Ampofo Darko, Stephen Wallace, Olga Dmitrenko … (2014)

Computation has guided the design of conformationally-strained dioxolane-fused trans-cyclooctene (d-TCO) derivatives that display excellent reactivity in the tetrazine ligation. A water soluble derivative of 3,6-dipyridyl-s-tetrazine reacts with d-TCO with a second order rate k2 366,000 (+/- 15,000) M(-1)s(-1) at 25 °C in pure water. Furthermore, d-TCO derivatives can be prepared easily, are accessed through diastereoselective synthesis, and are typically crystalline bench-stable solids that are stable in aqueous solution, blood serum, or in the presence of thiols in buffered solution. GFP with a genetically encoded tetrazine-containing amino acid was site-specifically labelled in vivo by a d-TCO derivative.

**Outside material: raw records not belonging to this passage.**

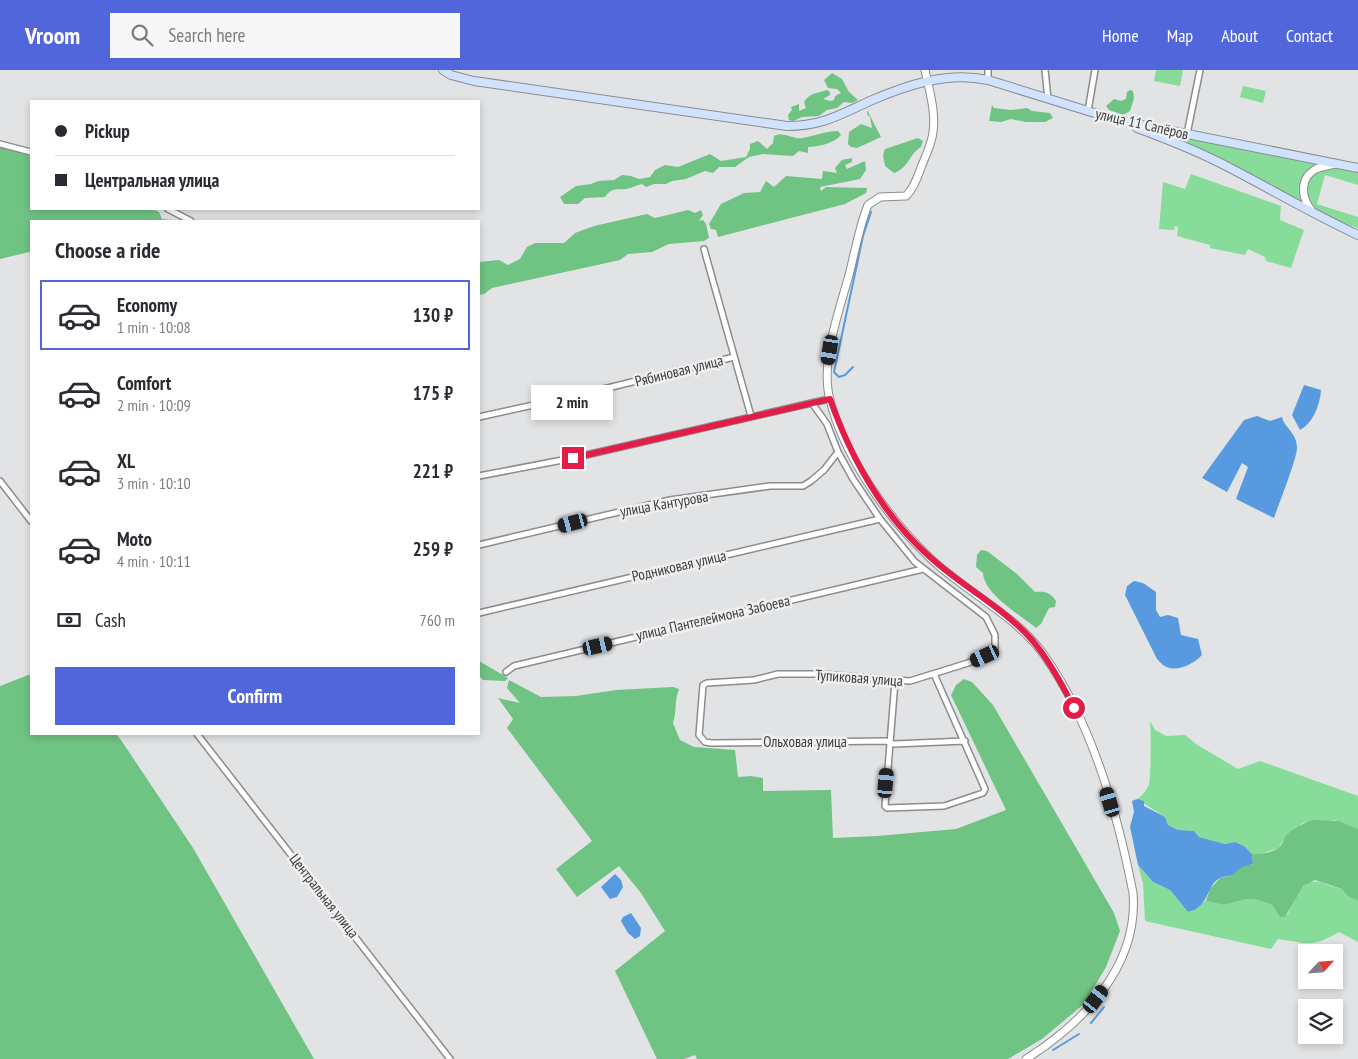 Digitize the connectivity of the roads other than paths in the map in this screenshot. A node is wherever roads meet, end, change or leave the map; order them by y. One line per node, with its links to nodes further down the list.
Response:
1 (443, 70): 8 (main road, улица 11 Сапёров)
2 (925, 70): 8 (street)
3 (988, 70): 7 (street)
4 (1045, 70): 9 (street)
5 (1095, 70): 10 (street)
6 (1200, 70): 12 (street)
7 (988, 80): 8 (main road, улица 11 Сапёров); 9 (main road, улица 11 Сапёров)
8 (928, 81): 23 (street)
9 (1048, 99): 10 (main road, улица 11 Сапёров)
10 (1088, 111): 11 (main road, улица 11 Сапёров)
11 (1117, 120): 12 (main road, улица 11 Сапёров); 18 (main road)
12 (1188, 134): 15 (main road, улица 11 Сапёров)
13 (0, 144): 14 (street)
14 (30, 152)
15 (1338, 164): 16 (main road, улица 11 Сапёров); 18 (street)
16 (1358, 168)
17 (170, 210): 19 (street)
18 (1317, 216): 20 (main road)
19 (189, 220)
20 (1358, 235)
21 (704, 249): 22 (street)
22 (734, 357): 25 (street); 26 (street, Рябиновая улица)
23 (830, 399): 24 (street); 43 (street)
24 (812, 403): 25 (street); 27 (street)
25 (750, 416): 28 (street)
26 (480, 417)
27 (838, 452): 30 (street); 32 (street, улица Кантурова)
28 (480, 476)
29 (0, 481): 31 (street)
30 (880, 519): 33 (street); 34 (street, Родниковая улица)
31 (30, 520)
32 (480, 545)
33 (923, 569): 35 (street, улица Пантелеймона Забоева); 36 (street, Тупиковая улица)
34 (480, 613)
35 (506, 672)
36 (934, 674): 37 (street, Тупиковая улица); 40 (street)
37 (895, 681): 38 (street, Тупиковая улица); 41 (street)
38 (703, 684): 41 (street, Ольховая улица)
39 (198, 735): 42 (street, Центральная улица)
40 (965, 741): 41 (street, Ольховая улица); 41 (street)
41 (889, 743)
42 (450, 1059)
43 (1026, 1059) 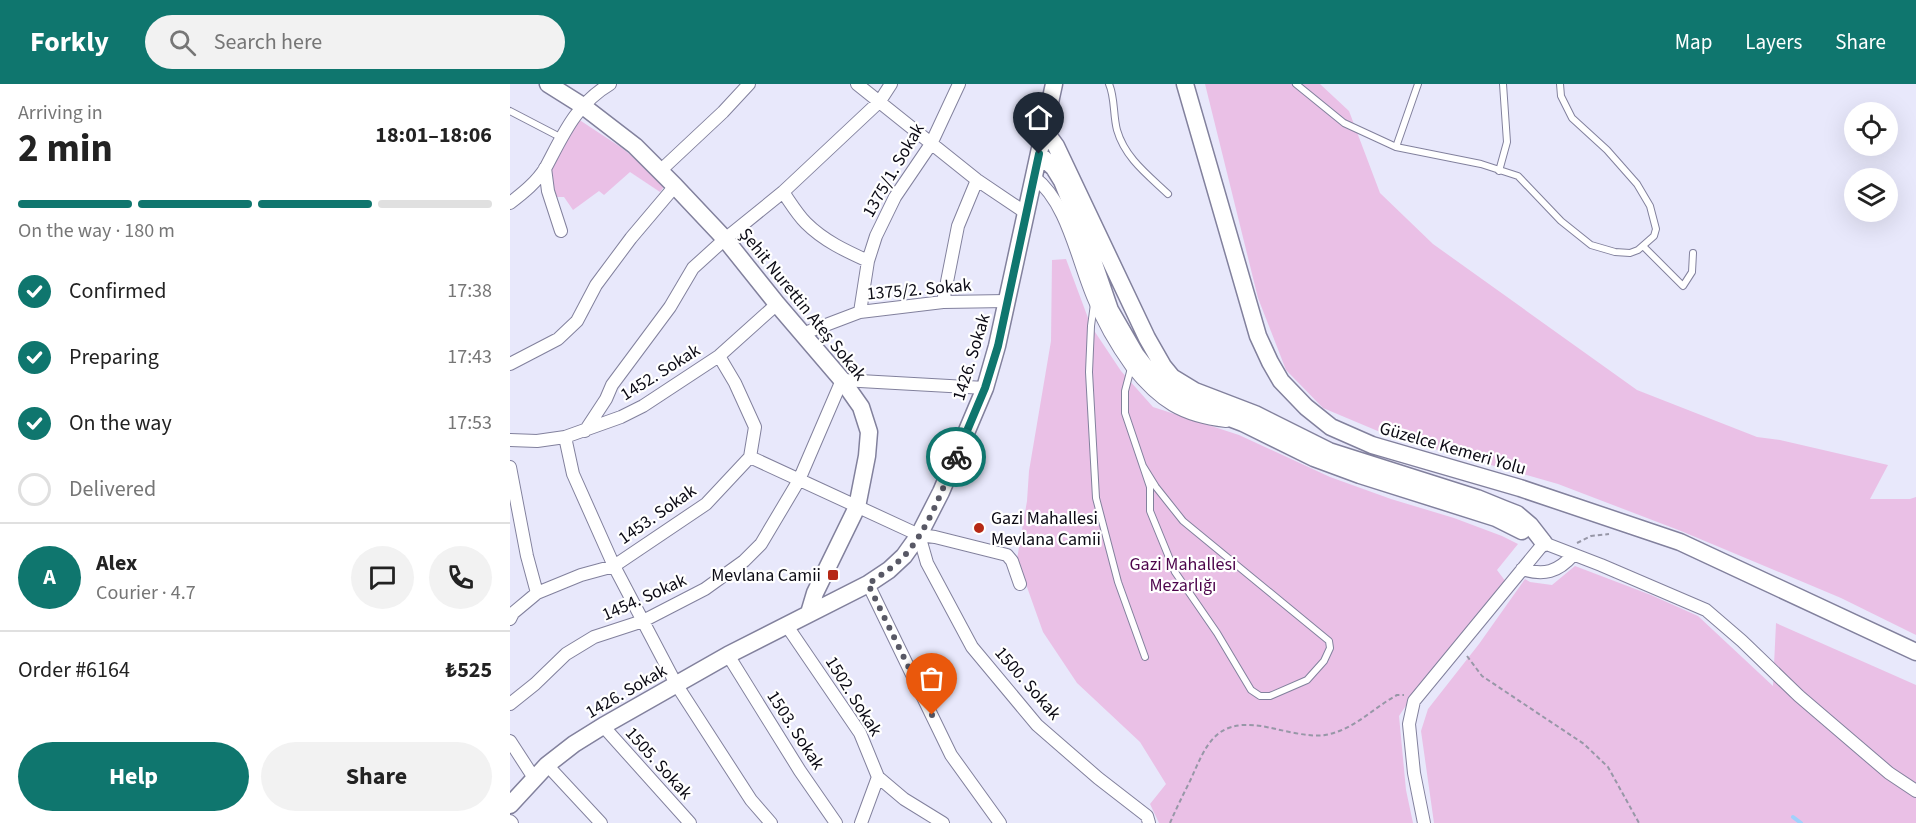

The fastest bioorthogonal reaction reported to date [k2 3,300,000 (+/- 40,000) M(-1)s(-1) in H2O at 25 °C] is described herein with a cyclopropane-fused trans-cyclooctene. d-TCO derivatives display rates within an order of magnitude of these fastest trans-cyclooctene reagents, and also display enhanced stability and aqueous solubility.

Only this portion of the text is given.